Es gibt keine christliche Politik

von Klaus Koch

Klaus Koch

 

Es ist erst wenige Jahrzehnte her, dass die katholische Kirche politisch eindeutig Position bezog. Noch bei den Wahlen 1980 riefen die Bischöfe in Hirtenbriefen eindeutig dazu auf, die CDU/CSU des Kandidaten Franz-Josef Strauß und ja nicht die SPD von Bundeskanzler Helmut Schmidt zu wählen. Inzwischen sind die Kirchen bei Wahlempfehlungen zurückhaltend. Mit einer Ausnahme: Immer wieder ist von katholischen und protestantischen Geistlichen zu hören, dass ein Christ eigentlich nicht die AfD wählen dürfe.

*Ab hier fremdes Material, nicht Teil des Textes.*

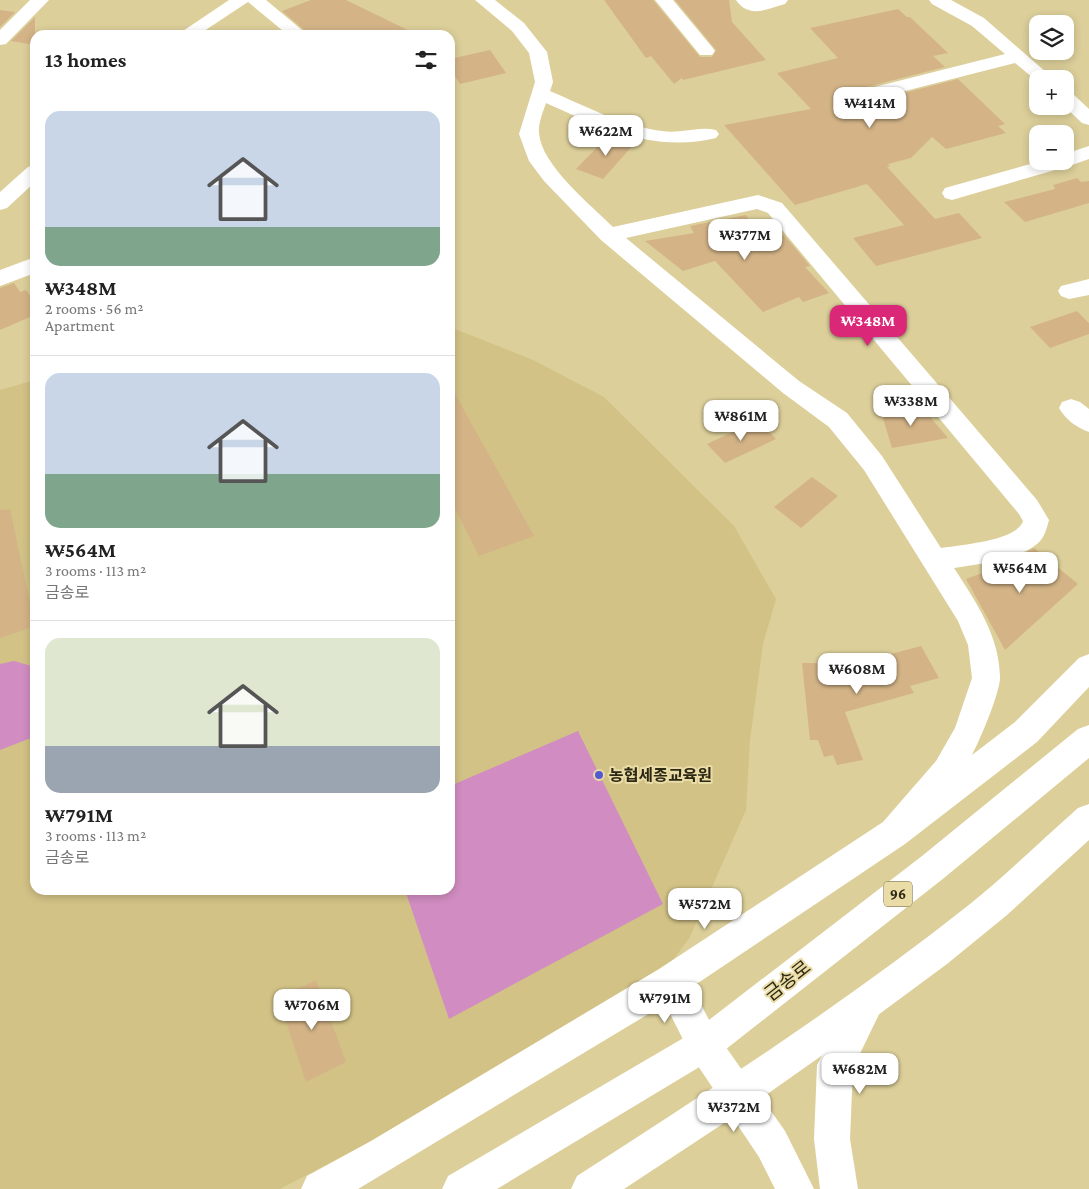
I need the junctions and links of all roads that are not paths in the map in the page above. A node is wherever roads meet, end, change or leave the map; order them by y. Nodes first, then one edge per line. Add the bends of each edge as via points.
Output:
1 (40, 0) edge
2 (241, 0) edge
3 (256, 0) edge
4 (484, 0) edge
5 (664, 0) edge
6 (745, 0) edge
7 (779, 0) edge
8 (938, 0) edge
9 (194, 30) edge
10 (293, 30) edge
11 (0, 40) edge
12 (706, 52) dead end
13 (1017, 57) junction
14 (1035, 70) edge
15 (540, 93) junction
16 (858, 97) dead end
17 (1074, 105) edge
18 (1089, 118) edge
19 (709, 134) dead end
20 (1089, 152) edge
21 (1074, 157) edge
22 (1032, 170) edge
23 (30, 176) edge
24 (952, 193) dead end
25 (0, 203) edge
26 (609, 235) junction
27 (30, 266) edge
28 (0, 279) edge
29 (933, 561) junction
30 (1089, 667) edge
31 (1089, 739) edge
32 (1089, 819) edge
33 (894, 833) junction
34 (671, 981) junction
35 (870, 999) junction
36 (704, 1045) junction
37 (738, 1094) junction
38 (320, 1189) edge
39 (461, 1189) edge
40 (590, 1189) edge
41 (795, 1189) edge
42 (839, 1189) edge

1 - 11 street
2 - 9 street
3 - 10 street
4 - 15 street via 518,27 538,52 544,82
5 - 12 street
6 - 7 street via 753,7
8 - 13 street via 978,22
13 - 14 street
13 - 16 street
15 - 19 street via 618,126 654,136 692,138
15 - 26 street via 529,134 539,161
17 - 18 street
20 - 21 street
22 - 24 street
23 - 25 street
26 - 29 street via 791,386 838,420 873,463
26 - 29 street via 758,202 775,208 1036,520 1034,530 1025,539 1007,546
27 - 28 street
29 - 33 street via 969,615 982,645 986,678 968,733 947,771
30 - 33 street via 1026,732
31 - 36 street, 금송로 / 96
32 - 35 street via 982,914
33 - 34 street
34 - 36 street
34 - 38 street via 384,1154
35 - 37 street
35 - 42 street via 835,1065 832,1139
36 - 37 street
36 - 39 street, 금송로 / 96
37 - 40 street
37 - 41 street via 772,1144

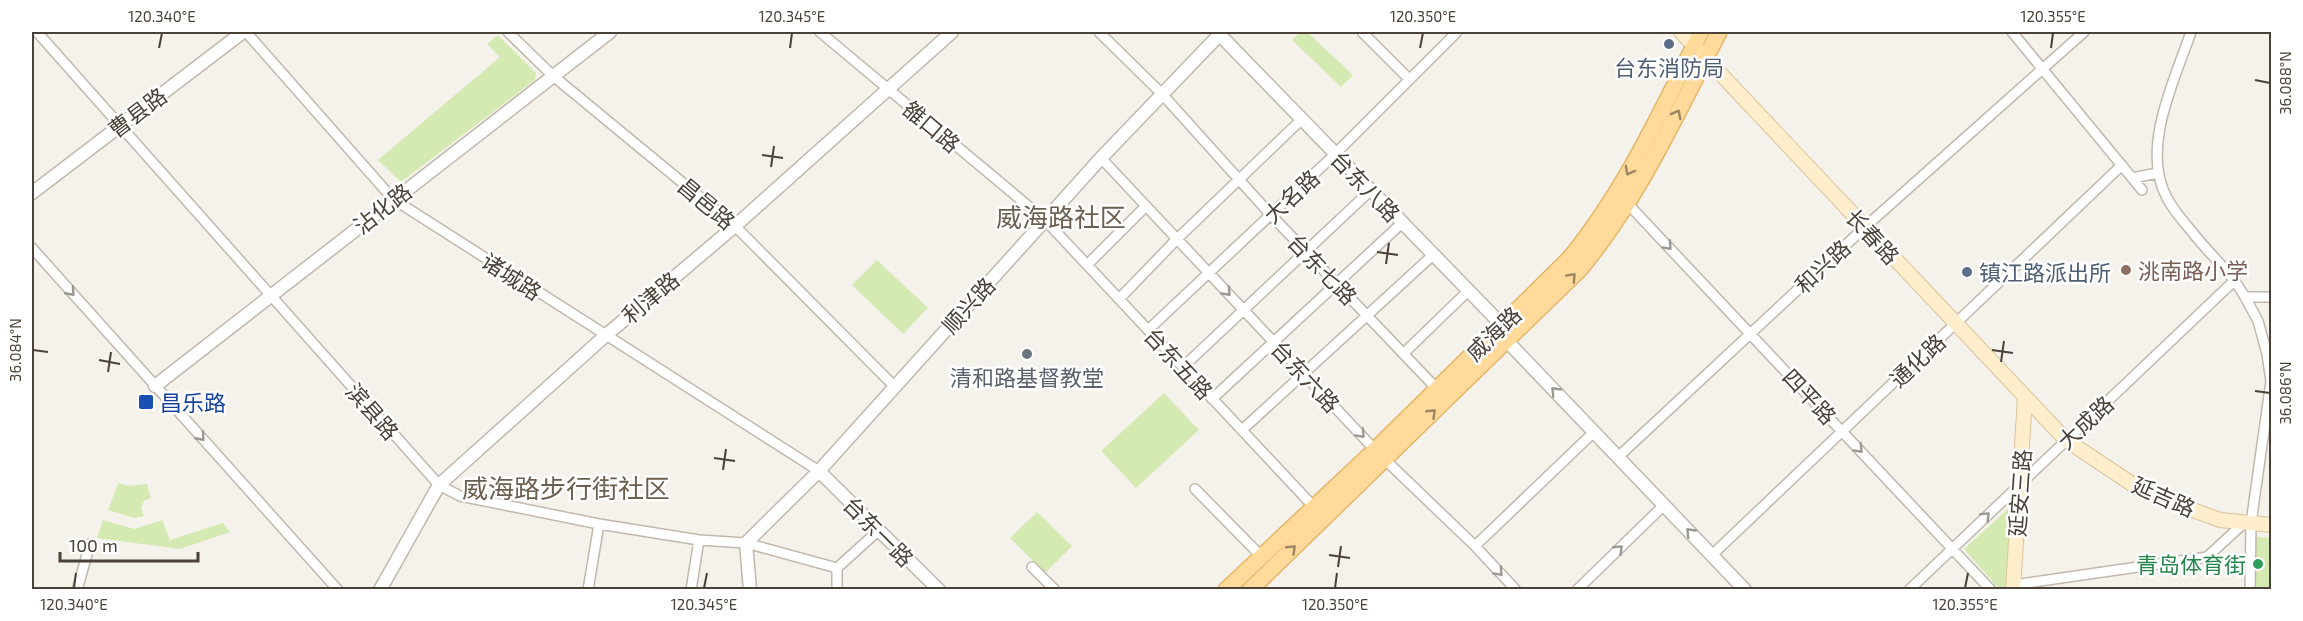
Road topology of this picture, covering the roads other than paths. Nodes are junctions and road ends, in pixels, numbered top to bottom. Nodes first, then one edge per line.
1 (36, 32) edge
2 (244, 32) edge
3 (508, 32) edge
4 (610, 32) edge
5 (820, 32) edge
6 (952, 32) edge
7 (1099, 32) edge
8 (1362, 32) edge
9 (1456, 32) edge
10 (1682, 32) edge
11 (1719, 32) edge
12 (2012, 32) edge
13 (2084, 32) edge
14 (2191, 32) edge
15 (1219, 34) edge
16 (1698, 38) edge
17 (1706, 57) junction
18 (2042, 68) junction
19 (552, 75) junction
20 (1409, 79) junction
21 (886, 89) junction
22 (1162, 94) junction
23 (1301, 121) junction
24 (121, 125) junction
25 (1334, 155) junction
26 (1101, 158) junction
27 (2122, 165) junction
28 (2158, 173) junction
29 (2132, 178) junction
30 (1239, 179) junction
31 (2142, 190) dead end
32 (1369, 192) junction
33 (32, 193) edge
34 (393, 199) junction
35 (1628, 204) junction
36 (1146, 206) junction
37 (1271, 215) junction
38 (1045, 220) junction
39 (1400, 224) junction
40 (735, 226) junction
41 (1864, 227) junction
42 (1177, 239) junction
43 (32, 248) edge
44 (1306, 252) junction
45 (1431, 257) junction
46 (1087, 265) junction
47 (1210, 273) junction
48 (2235, 280) junction
49 (1336, 284) junction
50 (1467, 292) junction
51 (271, 294) junction
52 (2245, 297) junction
53 (2271, 297) edge
54 (1119, 299) junction
55 (1244, 310) junction
56 (1367, 315) junction
57 (1956, 324) junction
58 (1499, 326) junction
59 (1148, 330) junction
60 (1750, 334) junction
61 (605, 336) junction
62 (1507, 341) junction
63 (1274, 342) junction
64 (1404, 353) junction
65 (1183, 367) junction
66 (1304, 374) junction
67 (155, 386) junction
68 (895, 387) junction
69 (1437, 389) junction
70 (2025, 397) junction
71 (1212, 399) junction
72 (1242, 430) junction
73 (1842, 431) junction
74 (1594, 432) junction
75 (2066, 440) junction
76 (1380, 454) junction
77 (1618, 457) junction
78 (819, 471) junction
79 (2020, 483) junction
80 (439, 485) junction
81 (1195, 489) dead end
82 (1664, 505) junction
83 (1313, 506) junction
84 (2248, 523) junction
85 (599, 524) junction
86 (2271, 525) edge
87 (878, 531) junction
88 (699, 540) junction
89 (746, 543) junction
90 (90, 544) dead end
91 (1475, 546) junction
92 (1952, 549) junction
93 (1712, 555) junction
94 (1261, 556) junction
95 (1032, 567) dead end
96 (837, 568) junction
97 (2013, 587) edge
98 (77, 590) edge
99 (338, 590) edge
100 (380, 590) edge
101 (588, 590) edge
102 (691, 590) edge
103 (750, 590) edge
104 (837, 590) edge
105 (939, 590) edge
106 (1055, 590) edge
107 (1226, 590) edge
108 (1250, 590) edge
109 (1516, 590) edge
110 (1577, 590) edge
111 (1745, 590) edge
112 (1910, 590) edge
113 (1991, 590) edge
114 (2250, 590) edge

1 - 24 street, 滨县路
2 - 24 street, 曹县路
2 - 34 street, 诸城路
3 - 19 street, 昌邑路
4 - 19 street, 沾化路
5 - 21 street, 雒口路
6 - 21 street, 利津路
7 - 22 street, 台东七路
8 - 20 street
9 - 20 street, 大名路
10 - 16 main road, 长春路
11 - 17 main road, 威海路
12 - 18 street
13 - 18 street, 和兴路
14 - 28 street
15 - 22 street, 顺兴路
15 - 23 street, 台东八路
16 - 17 main road, 长春路
16 -> 58 main road, 威海路
35 -> 17 main road, 威海路
17 - 41 main road, 长春路
18 - 27 street
18 - 41 street, 和兴路
19 - 34 street, 沾化路
19 - 40 street, 昌邑路
20 - 25 street, 大名路
21 - 38 street, 雒口路
21 - 40 street, 利津路
22 - 26 street, 顺兴路
22 - 30 street, 台东七路
23 - 25 street, 台东八路
23 - 30 street
24 - 33 street, 曹县路
24 - 51 street, 滨县路
25 - 32 street, 台东八路
25 - 37 street, 大名路
26 - 36 street, 台东六路
26 - 38 street, 顺兴路
27 - 29 street
27 - 57 street, 通化路
28 - 29 street
28 - 48 street
29 - 31 street
30 - 37 street, 台东七路
30 - 42 street
32 - 39 street, 台东八路
32 - 44 street
34 - 51 street, 沾化路
34 - 61 street, 诸城路
35 -> 60 street, 四平路
62 -> 35 main road, 威海路
36 - 42 street, 台东六路
36 - 46 street
37 - 44 street, 台东七路
37 - 47 street, 大名路
38 - 46 street, 台东五路
38 - 68 street, 顺兴路
39 - 45 street, 台东八路
39 - 49 street
40 - 61 street, 利津路
40 - 68 street, 昌邑路
41 - 57 main road, 长春路
41 - 60 street, 和兴路
42 - 47 street, 台东六路
42 - 54 street
43 -> 67 street
44 - 49 street, 台东七路
44 - 55 street
45 - 50 street, 台东八路
45 - 56 street
46 - 54 street, 台东五路
47 -> 55 street, 台东六路
47 - 59 street, 大名路
48 - 52 street
48 - 75 street, 大成路
49 - 56 street, 台东七路
49 - 63 street
50 - 58 street, 台东八路
50 - 64 street
51 - 67 street, 沾化路
51 - 80 street, 滨县路
52 - 53 street
52 - 84 street
54 - 59 street, 台东五路
55 - 63 street, 台东六路
55 - 65 street
56 - 64 street, 台东七路
56 - 66 street
57 - 70 main road, 长春路
57 - 73 street, 通化路
58 - 62 street, 台东八路
58 - 69 main road, 威海路
59 - 65 street, 台东五路
60 - 73 street, 四平路
60 - 77 street, 和兴路
61 - 78 street, 诸城路
61 - 80 street, 利津路
74 -> 62 street, 台东八路
76 -> 62 main road, 威海路
63 - 66 street, 台东六路
63 - 71 street
64 - 69 street, 台东七路
65 - 71 street, 台东五路
66 - 72 street
66 -> 76 street, 台东六路
67 -> 99 street
68 - 78 street, 顺兴路
69 - 76 main road, 威海路
70 - 75 main road, 长春路
70 - 79 main road, 延安三路
71 - 72 street, 台东五路
72 - 83 street, 台东五路
73 -> 92 street, 四平路
73 - 93 street, 通化路
74 - 77 street, 台东八路
74 - 91 street
75 - 79 street, 大成路
75 - 84 main road, 延吉路
76 - 83 main road, 威海路
76 - 91 street, 台东六路
108 -> 76 main road, 威海路
77 - 82 street, 台东八路
78 - 87 street, 台东一路
78 - 89 street, 顺兴路
92 -> 79 street, 大成路
79 - 97 main road, 延安三路
80 - 85 street, 滨县路
80 - 100 street, 利津路
81 - 94 street
93 -> 82 street, 台东八路
110 -> 82 street
83 - 94 main road, 威海路
84 - 86 main road, 延吉路
84 - 97 street
84 - 114 street
85 - 88 street, 滨县路
85 - 101 street
87 - 96 street
87 - 105 street, 台东一路
88 - 89 street, 滨县路
88 - 102 street
89 - 96 street, 滨县路
89 - 103 street
90 - 98 street
91 -> 109 street, 台东六路
92 - 112 street, 大成路
92 - 113 street, 四平路
93 - 111 street, 台东八路
94 - 107 main road, 威海路
95 - 106 street
96 - 104 street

Das klingt angesichts der oft menschenverachtenden Aussagen dieser Partei nachvollziehbar. Ist aber gefährlich. Denn in der Aussage schwingt die Behauptung mit, es gebe eine christliche Politik und als hätten die Kirchen klare Maßstäbe dafür, was in ­einer Demokratie eine richtige Wahlentscheidung ist. Doch von wenigen ethischen Fragen abgesehen, kann es in einer pluralistischen Gesellschaft eine solche Eindeutigkeit nicht geben. Deshalb können sich ­leitende Geistliche allgemein politisch ­äußern, aber den Anspruch erheben, dabei für ihre Kirche und ihre Mitglieder zu ­sprechen, können sie nicht.

Letztlich haben die Kirchen zwei Möglichkeiten politischen Handelns. Sie können zu einem gesellschaftlichen Klima beitragen, in dem behutsam und nachdenklich diskutiert wird. Und die Kirchen können ihre Botschaft in die Gesellschaft tragen, indem sie ganz praktisch den Armen, Schwachen, Kranken und Diskriminierten helfen. Denn in einer von Respekt und sozialer Gerechtigkeit geprägten Gesellschaft ist die Warnung vor der AfD nicht nötig. Eine solche Gesellschaft entzieht Parteien, die auf Hass, Angst, nationale Überheblichkeit und andere niedere ­Instinkte setzt, schlicht den Nährboden.